BEGIN

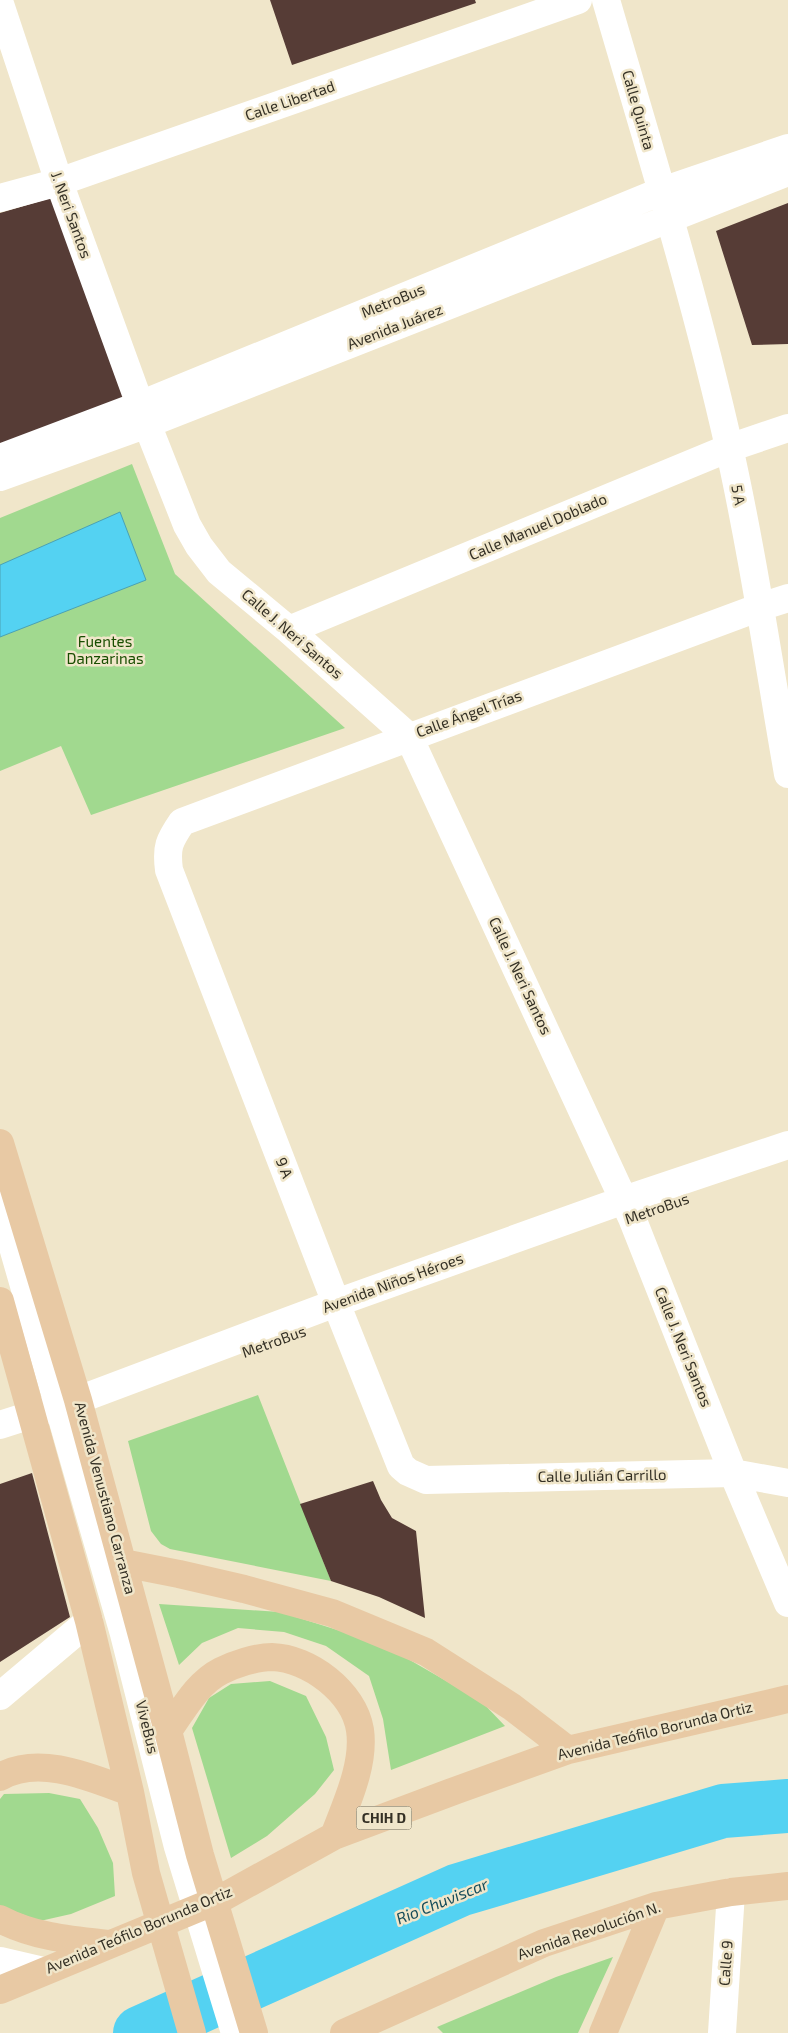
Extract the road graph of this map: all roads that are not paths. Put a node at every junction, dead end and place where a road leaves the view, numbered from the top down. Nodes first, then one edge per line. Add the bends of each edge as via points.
1 (578, 0) edge
2 (606, 0) edge
3 (0, 4) edge
4 (788, 148) edge
5 (788, 172) edge
6 (59, 182) junction
7 (662, 191) junction
8 (0, 198) edge
9 (671, 220) junction
10 (143, 414) junction
11 (788, 428) edge
12 (729, 448) junction
13 (0, 458) edge
14 (0, 478) edge
15 (788, 598) edge
16 (760, 607) junction
17 (289, 630) junction
18 (409, 737) junction
19 (788, 774) edge
20 (167, 850) joint
21 (0, 1143) edge
22 (788, 1145) edge
23 (788, 1164) edge
24 (0, 1202) edge
25 (628, 1209) junction
26 (0, 1301) edge
27 (339, 1310) junction
28 (62, 1410) junction
29 (0, 1425) edge
30 (733, 1473) junction
31 (416, 1477) joint
32 (788, 1483) edge
33 (123, 1563) junction
34 (788, 1603) edge
35 (89, 1620) junction
36 (0, 1696) edge
37 (788, 1699) edge
38 (168, 1731) junction
39 (568, 1750) junction
40 (0, 1777) edge
41 (130, 1792) junction
42 (334, 1836) junction
43 (189, 1851) junction
44 (788, 1886) edge
45 (731, 1892) junction
46 (656, 1906) junction
47 (0, 1919) edge
48 (113, 1944) junction
49 (0, 1961) edge
50 (43, 1971) junction
51 (0, 1990) edge
52 (192, 2033) edge
53 (235, 2033) edge
54 (254, 2033) edge
55 (344, 2033) edge
56 (603, 2033) edge
57 (722, 2033) edge

1 - 6 street, Calle Libertad
2 - 7 street, Calle Quinta
3 - 6 street, J. Neri Santos
4 - 7 street, MetroBus
5 - 9 street, Avenida Juárez
6 - 8 street, Calle Libertad
6 - 10 street, J. Neri Santos
7 - 9 street, Calle Quinta
7 - 10 street, MetroBus
9 - 10 street, Avenida Juárez
9 - 12 street, 5 A
10 - 13 street, MetroBus
10 - 14 street, Avenida Juárez
10 - 17 street, Calle J. Neri Santos via 187,525 199,546 219,572
11 - 12 street, Calle Manuel Doblado
12 - 16 street, 5 A
12 - 17 street, Calle Manuel Doblado
15 - 16 street, Calle Ángel Trías
16 - 18 street, Calle Ángel Trías
16 - 19 street, 5 A
17 - 18 street, Calle J. Neri Santos
18 - 20 street, Calle Ángel Trías via 182,822
18 - 25 street, Calle J. Neri Santos
20 - 27 street, 9 A via 169,870
21 - 28 main road, Avenida Venustiano Carranza
22 - 25 street, Avenida Niños Héroes
23 - 25 street, MetroBus
24 - 28 street
25 - 27 street, Avenida Niños Héroes
25 - 30 street, Calle J. Neri Santos
26 - 28 main road, Avenida Venustiano Carranza
27 - 28 street, Avenida Niños Héroes
27 - 31 street, 9 A via 401,1466
28 - 29 street, Avenida Niños Héroes
28 - 33 main road, Avenida Venustiano Carranza
28 - 35 main road, Avenida Venustiano Carranza
28 - 43 street, ViveBus
30 - 31 street, Calle Julián Carrillo via 426,1480
30 - 32 street, Calle Julián Carrillo
30 - 34 street, Calle J. Neri Santos
33 - 38 main road, Avenida Venustiano Carranza
33 - 39 main road via 244,1588 341,1616 426,1652 512,1707
35 - 36 street
35 - 41 main road, Avenida Venustiano Carranza
37 - 39 main road, Avenida Teófilo Borunda Ortiz / CHIH D
38 - 42 main road via 200,1687 219,1671 272,1657 298,1663 320,1674 336,1686 351,1706 360,1729 359,1759
38 - 43 main road, Avenida Venustiano Carranza
39 - 42 main road, Avenida Teófilo Borunda Ortiz / CHIH D
40 - 41 main road via 38,1766 73,1772
41 - 52 main road, Avenida Venustiano Carranza via 146,1873
42 - 48 main road, Avenida Teófilo Borunda Ortiz / CHIH D via 220,1899
43 - 53 street, ViveBus
43 - 54 main road, Avenida Venustiano Carranza
44 - 45 main road, Avenida Revolución N.
45 - 46 main road, Avenida Revolución N.
45 - 57 street, Calle 9
46 - 55 main road, Avenida Revolución N. via 544,1944
46 - 56 main road
47 - 48 main road via 16,1928 54,1938
48 - 50 main road, Avenida Teófilo Borunda Ortiz / CHIH D
49 - 50 street
50 - 51 main road, Avenida Teófilo Borunda Ortiz / CHIH D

END

▸ **HOW TO COMPLETE THIS TASK**: Return every line from the entries above that includes the word "ViveBus".

▸ **OUTPUT OF THE TASK**:
28 - 43 street, ViveBus
43 - 53 street, ViveBus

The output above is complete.